Years later, I had the chance to do the same thing for another patient named Jason who was undergoing the same transplant. I went to Sloan Kettering to sit with him for about an hour, just to talk and share my experience. To me, paying it forward means giving someone something that someone once gave you when you needed it most. That moment with Jason meant more to me than I expected. It reminded me how powerful human connection can be in the middle of illness.
The
Role of Advocacy
Cancer advocacy often starts with a
simple idea: be useful to someone else. During my treatments, the nurses who
cared for me became some of my greatest inspirations. They didn’t just
administer medication or monitor vital signs. They treated me like family. They
treated me like their own son.
That level of compassion stuck with me. I realized I might not be able to wear scrubs or a white coat, but there had to be another way I could help people.
Over the years I’ve found many ways to do that. I visit patients in hospitals. I speak to students and community groups. I participate in donor-registry drives encouraging people to become stem-cell donors. I share my story wherever it might help someone who is struggling.
Advocacy doesn’t always require a formal title. Sometimes it simply means showing up for someone who needs encouragement. And when you do that, something interesting happens—you receive something back. Helping someone else reminds you that your own struggle had purpose.
Outreach,
Storytelling, and Social Media
In today’s world, outreach also happens online. Social media has become an incredibly powerful tool for cancer advocacy. A single post can reach thousands of patients, survivors, physicians, and caregivers around the world. That reach matters. Sharing stories online creates connections. It helps survivors find each other. It helps newly diagnosed patients realize they’re not alone. For advocates like me, the goal isn’t fame or attention. It’s visibility for hope. The more stories we share, the more people realize that survivorship is possible.
Living
with Purpose
Today my life looks very different than it did before cancer. I spend time speaking at colleges, encouraging young people to join stem-cell donor registries. I continue my exercise programs with other survivors. And I try to make myself available whenever someone needs encouragement.
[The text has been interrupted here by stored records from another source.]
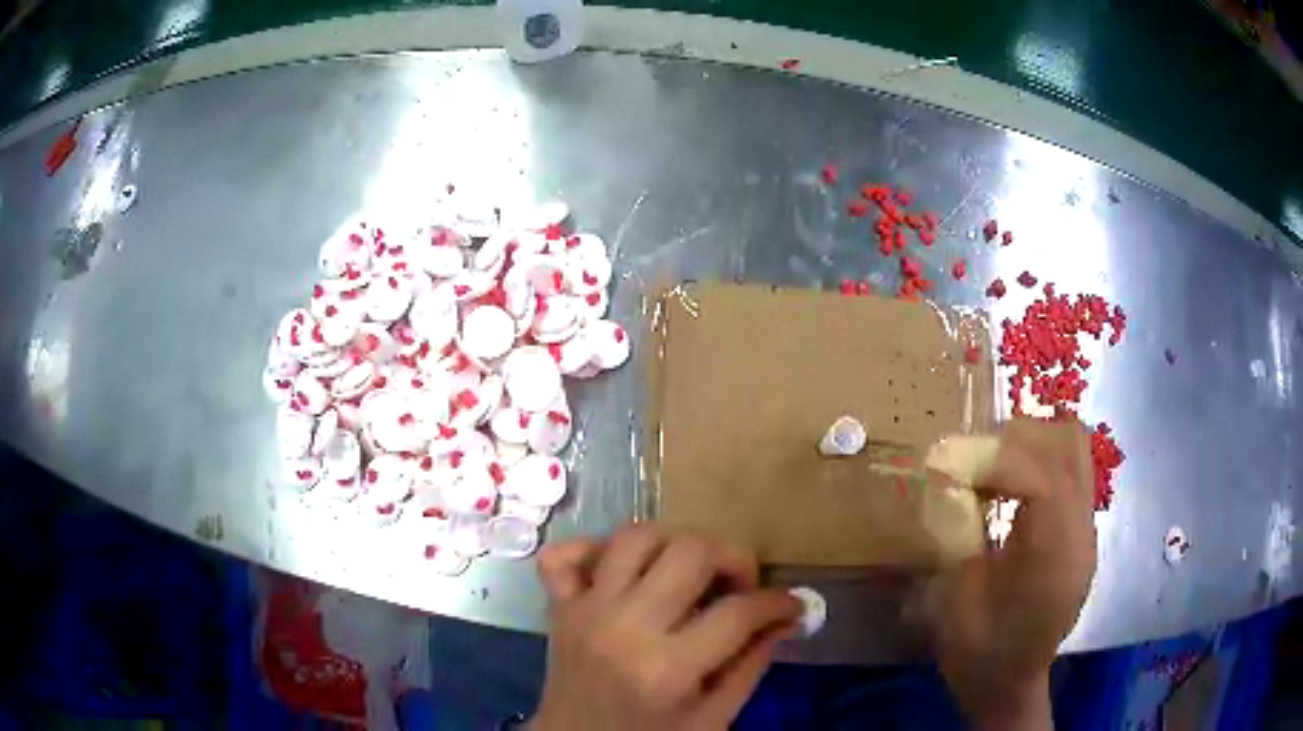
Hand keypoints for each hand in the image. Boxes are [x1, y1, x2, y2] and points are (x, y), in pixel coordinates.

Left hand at [528, 525, 801, 730]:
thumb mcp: (712, 720)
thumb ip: (749, 668)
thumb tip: (782, 620)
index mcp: (666, 669)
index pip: (737, 612)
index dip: (777, 602)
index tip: (790, 605)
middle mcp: (623, 627)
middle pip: (689, 552)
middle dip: (732, 558)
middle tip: (740, 585)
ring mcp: (584, 611)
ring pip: (634, 537)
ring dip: (673, 544)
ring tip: (690, 571)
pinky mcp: (558, 606)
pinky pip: (563, 554)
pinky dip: (594, 549)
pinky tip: (623, 571)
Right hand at [925, 418, 1097, 729]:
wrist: (1010, 685)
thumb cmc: (980, 652)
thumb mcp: (954, 598)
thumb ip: (956, 530)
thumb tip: (944, 477)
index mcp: (1053, 553)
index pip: (1039, 474)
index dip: (990, 458)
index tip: (947, 465)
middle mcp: (1081, 530)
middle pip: (1067, 443)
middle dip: (1015, 438)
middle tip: (971, 460)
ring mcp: (1087, 528)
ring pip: (1074, 449)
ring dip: (1031, 444)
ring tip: (990, 468)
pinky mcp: (1081, 530)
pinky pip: (1070, 471)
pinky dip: (1039, 463)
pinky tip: (1009, 491)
If cancer taught me anything, it’s that survival carries responsibility. When you make it through something that difficult, you have knowledge others don’t yet have. And that knowledge can become a lifeline for someone else. That’s why I keep telling my story.
Because somewhere out there is a patient sitting in a hospital room, wondering if they’ll make it.
And if hearing my story helps them believe they can—then everything I went through has meaning.